Chez Coda, l'alternance est ouverte dès la 2ème année du Bachelor et se prolonge en Master. Nos étudiants en filière data et IA sont accueillis dans des contextes très variés : startups qui construisent des produits IA, scale-ups qui industrialisent des fonctionnalités LLM, ESN qui accompagnent des grands comptes dans leurs projets d'IA, banques et assurances qui internalisent des solutions de RAG sur leurs documents métier. Les missions confiées vont de l'évaluation comparative de modèles à la construction de pipelines RAG, en passant par le développement d'agents, l'optimisation des prompts ou la mise en place de garde-fous (modération, détection d'hallucinations, monitoring qualité).

Les bénéfices concrets de l'alternance sont nombreux : une professionnalisation rapide, un réseau qui se construit dès les études, des frais de scolarité pris en charge à 100 % par l'entreprise d'accueil, une rémunération comprise entre 51 % et 100 % du SMIC, et une probabilité élevée d'embauche en CDI à l'issue du contrat. Notre service relations entreprises et les jobdatings organisés sur les campus de Orléans, Dijon et Avignon accompagnent chaque étudiant dans la recherche de son alternance.

Comprendre les LLM, c'est comprendre l'une des technologies qui redéfinissent en ce moment même les métiers du numérique. Que ce soit pour devenir data scientist spécialisé en NLP, machine learning engineer, ou simplement développeur capable d'intégrer ces outils dans ses produits, les formations Coda offrent un cadre solide pour passer de la curiosité à la maîtrise, en lien direct avec les besoins des entreprises.
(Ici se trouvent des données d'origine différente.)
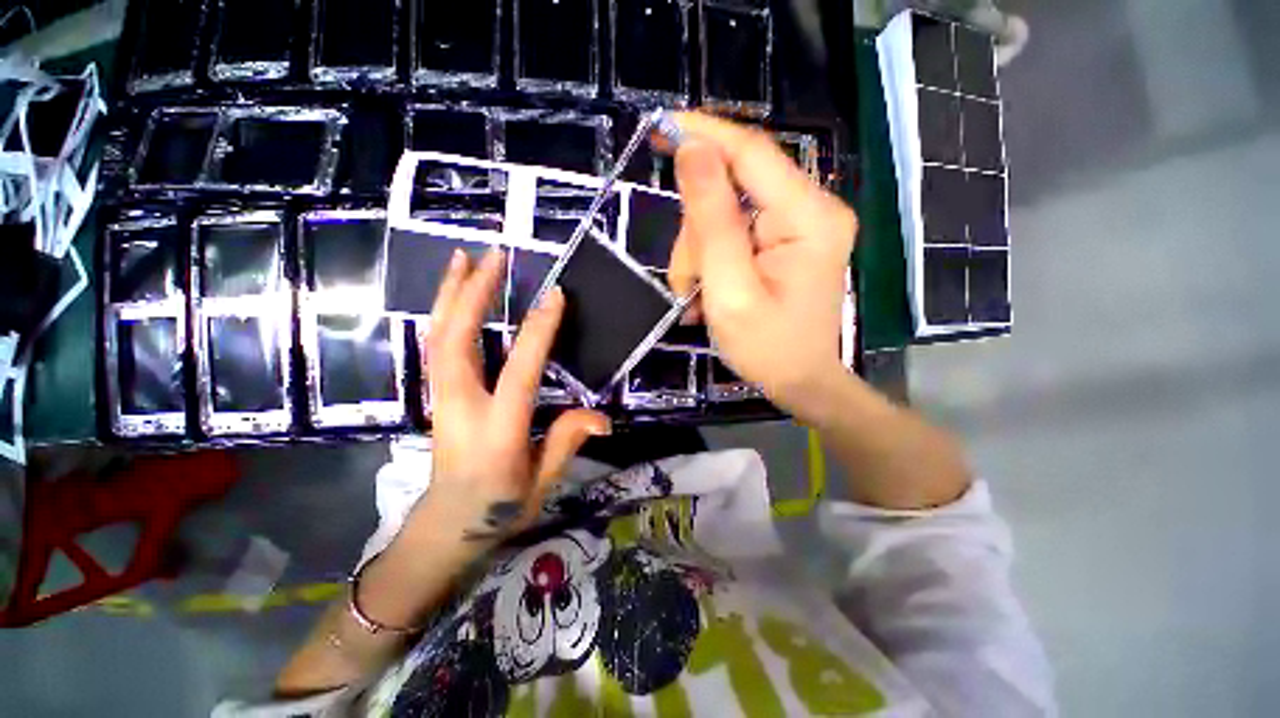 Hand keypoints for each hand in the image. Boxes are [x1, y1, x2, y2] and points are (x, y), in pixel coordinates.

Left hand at [417, 248, 609, 544]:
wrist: (446, 526)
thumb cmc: (499, 507)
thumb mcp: (542, 483)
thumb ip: (568, 442)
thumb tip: (603, 417)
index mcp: (498, 430)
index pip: (520, 371)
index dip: (538, 331)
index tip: (555, 296)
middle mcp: (463, 406)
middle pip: (457, 340)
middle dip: (474, 294)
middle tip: (493, 255)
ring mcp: (443, 398)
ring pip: (439, 337)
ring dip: (451, 294)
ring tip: (464, 257)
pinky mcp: (438, 395)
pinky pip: (437, 345)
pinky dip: (443, 313)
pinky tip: (454, 294)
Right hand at [667, 113, 857, 420]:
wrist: (800, 382)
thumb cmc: (767, 348)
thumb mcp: (730, 290)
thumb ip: (712, 222)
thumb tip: (692, 151)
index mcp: (808, 217)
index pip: (751, 153)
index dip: (704, 134)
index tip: (660, 127)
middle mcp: (810, 209)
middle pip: (732, 189)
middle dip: (697, 235)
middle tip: (687, 284)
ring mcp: (798, 225)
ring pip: (725, 215)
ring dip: (699, 255)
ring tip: (698, 299)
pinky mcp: (784, 240)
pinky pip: (734, 232)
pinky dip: (711, 261)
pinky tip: (709, 293)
Quelle est la différence entre un LLM et l'intelligence artificielle ?

L'intelligence artificielle est le terme le plus large : il désigne toute forme de système capable de réaliser des tâches qui requièrent habituellement de l'intelligence humaine. Le machine learning est une branche de l'IA, basée sur l'apprentissage à partir de données. Les LLM sont une catégorie particulière de modèles de machine learning, spécialisés sur le langage et basés sur l'architecture Transformer. Tous les LLM relèvent de l'IA, mais toute l'IA n'est pas faite de LLM.

Faut-il être expert en mathématiques pour travailler avec les LLM ?
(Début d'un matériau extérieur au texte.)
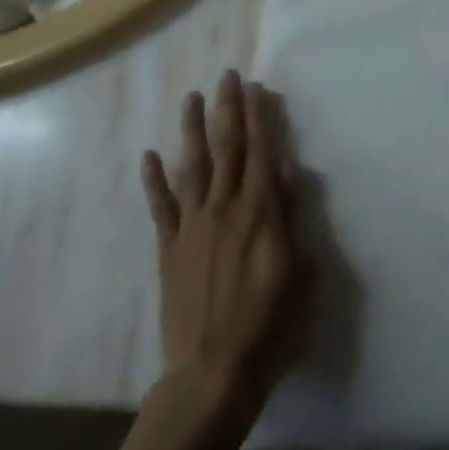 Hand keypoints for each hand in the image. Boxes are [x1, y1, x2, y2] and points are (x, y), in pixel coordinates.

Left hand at [141, 71, 307, 425]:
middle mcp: (224, 208)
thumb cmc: (269, 324)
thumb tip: (286, 171)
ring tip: (191, 98)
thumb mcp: (299, 270)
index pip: (261, 152)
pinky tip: (150, 156)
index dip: (258, 117)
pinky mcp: (169, 249)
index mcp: (260, 212)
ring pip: (193, 167)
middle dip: (227, 110)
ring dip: (192, 130)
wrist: (212, 373)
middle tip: (226, 76)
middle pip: (226, 149)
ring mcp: (192, 227)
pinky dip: (154, 180)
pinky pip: (161, 207)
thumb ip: (291, 217)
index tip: (255, 87) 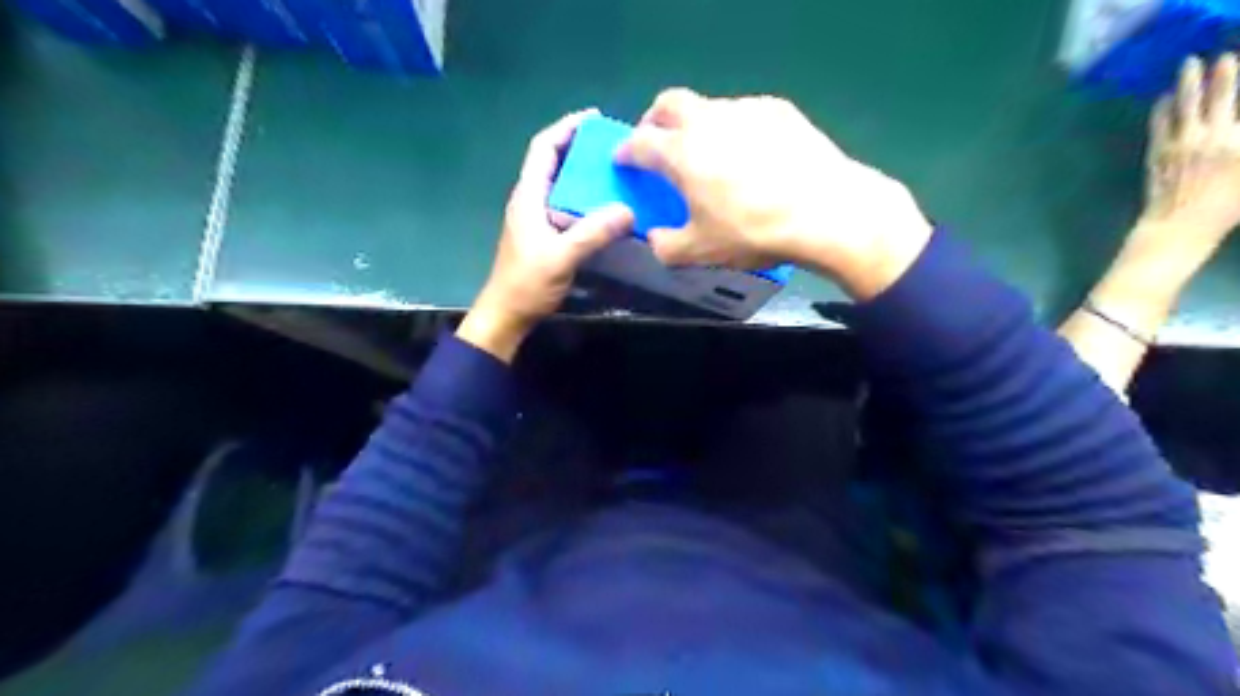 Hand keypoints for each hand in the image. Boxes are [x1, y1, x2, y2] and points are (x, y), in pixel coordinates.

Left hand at [454, 108, 632, 365]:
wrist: (507, 314)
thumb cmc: (527, 283)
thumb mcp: (561, 257)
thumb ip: (592, 233)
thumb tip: (628, 211)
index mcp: (528, 196)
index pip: (543, 149)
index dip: (566, 128)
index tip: (593, 118)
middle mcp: (531, 200)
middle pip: (553, 161)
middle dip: (580, 147)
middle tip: (613, 147)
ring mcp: (537, 218)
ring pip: (561, 184)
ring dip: (584, 173)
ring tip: (616, 172)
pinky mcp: (545, 234)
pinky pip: (567, 205)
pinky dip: (586, 198)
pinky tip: (607, 207)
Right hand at [615, 88, 933, 295]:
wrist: (823, 212)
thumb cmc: (752, 232)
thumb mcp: (701, 252)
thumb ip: (666, 246)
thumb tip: (655, 238)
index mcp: (681, 153)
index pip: (639, 142)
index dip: (626, 151)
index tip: (623, 160)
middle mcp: (707, 121)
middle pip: (669, 103)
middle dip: (655, 120)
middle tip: (658, 142)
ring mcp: (745, 110)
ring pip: (709, 107)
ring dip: (698, 125)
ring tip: (711, 154)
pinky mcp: (779, 110)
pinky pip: (745, 114)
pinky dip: (735, 129)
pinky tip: (752, 155)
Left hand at [1136, 53, 1239, 260]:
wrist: (1179, 225)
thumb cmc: (1226, 205)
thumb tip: (1236, 132)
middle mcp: (1214, 135)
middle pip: (1221, 95)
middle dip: (1224, 72)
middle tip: (1224, 53)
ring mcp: (1182, 143)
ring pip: (1187, 104)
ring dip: (1189, 81)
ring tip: (1189, 63)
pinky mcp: (1159, 152)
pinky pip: (1160, 124)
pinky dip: (1163, 107)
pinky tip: (1164, 97)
Pour utiliser les LLM dans un produit (intégration via API, prompt engineering, RAG), de solides compétences en programmation et en architecture logicielle suffisent. Pour les concevoir, les fine-tuner ou les évaluer en profondeur, des bases en algèbre linéaire, en probabilités et en optimisation deviennent nécessaires. Nos formations couvrent ces deux niveaux et permettent de monter progressivement en exigence selon le projet professionnel visé.

Vaut-il mieux utiliser un LLM propriétaire (ChatGPT, Claude) ou un modèle ouvert (Llama, Mistral) ?
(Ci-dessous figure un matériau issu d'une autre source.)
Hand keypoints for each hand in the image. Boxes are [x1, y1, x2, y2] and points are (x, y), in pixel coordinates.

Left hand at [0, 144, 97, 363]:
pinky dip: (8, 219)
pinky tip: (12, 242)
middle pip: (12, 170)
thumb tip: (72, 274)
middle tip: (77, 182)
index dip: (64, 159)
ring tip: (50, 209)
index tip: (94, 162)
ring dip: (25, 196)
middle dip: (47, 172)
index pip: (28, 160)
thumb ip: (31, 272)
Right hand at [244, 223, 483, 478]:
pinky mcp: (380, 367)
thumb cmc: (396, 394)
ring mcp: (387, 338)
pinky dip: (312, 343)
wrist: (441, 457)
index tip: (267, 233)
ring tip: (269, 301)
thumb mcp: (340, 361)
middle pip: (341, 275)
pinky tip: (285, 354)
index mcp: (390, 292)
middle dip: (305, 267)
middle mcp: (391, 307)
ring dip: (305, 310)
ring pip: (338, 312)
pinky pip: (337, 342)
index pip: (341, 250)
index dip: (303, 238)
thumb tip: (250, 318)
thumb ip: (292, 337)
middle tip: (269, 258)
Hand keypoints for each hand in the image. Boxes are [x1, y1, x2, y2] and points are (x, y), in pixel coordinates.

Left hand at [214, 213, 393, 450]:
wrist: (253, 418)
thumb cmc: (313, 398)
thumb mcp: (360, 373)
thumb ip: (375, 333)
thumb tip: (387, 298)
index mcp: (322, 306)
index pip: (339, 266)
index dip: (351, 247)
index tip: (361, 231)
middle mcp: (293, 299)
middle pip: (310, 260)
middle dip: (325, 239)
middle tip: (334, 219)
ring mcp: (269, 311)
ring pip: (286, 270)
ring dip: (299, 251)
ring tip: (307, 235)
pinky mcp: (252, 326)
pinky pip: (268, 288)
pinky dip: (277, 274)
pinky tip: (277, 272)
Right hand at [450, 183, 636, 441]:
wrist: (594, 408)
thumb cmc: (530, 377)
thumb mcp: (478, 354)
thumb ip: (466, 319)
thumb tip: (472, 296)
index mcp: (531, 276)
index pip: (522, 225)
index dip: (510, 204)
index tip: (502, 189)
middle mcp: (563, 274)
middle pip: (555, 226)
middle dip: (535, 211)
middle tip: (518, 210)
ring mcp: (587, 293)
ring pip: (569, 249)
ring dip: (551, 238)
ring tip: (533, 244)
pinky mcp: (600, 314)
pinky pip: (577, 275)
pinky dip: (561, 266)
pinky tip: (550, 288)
Cela dépend du cas d'usage. Les modèles propriétaires offrent souvent les meilleures performances brutes, une intégration simple via API et un support entreprise. Les modèles ouverts permettent l'auto-hébergement, le fine-tuning sur des données spécifiques et un meilleur contrôle sur la confidentialité, au prix d'une infrastructure à gérer. En entreprise, on rencontre fréquemment des architectures hybrides qui combinent les deux selon la sensibilité des données et les exigences de coût.

Les LLM vont-ils remplacer les développeurs et les data scientists ?

Non, ils transforment ces métiers. Les recrutements valorisent désormais les profils capables de combiner solides fondamentaux techniques, compréhension critique des LLM et capacité à les intégrer dans des produits réels. Les tâches routinières évoluent, mais la demande sur les profils qualifiés s'est paradoxalement renforcée : il faut des humains pour concevoir, évaluer, sécuriser et piloter les systèmes IA.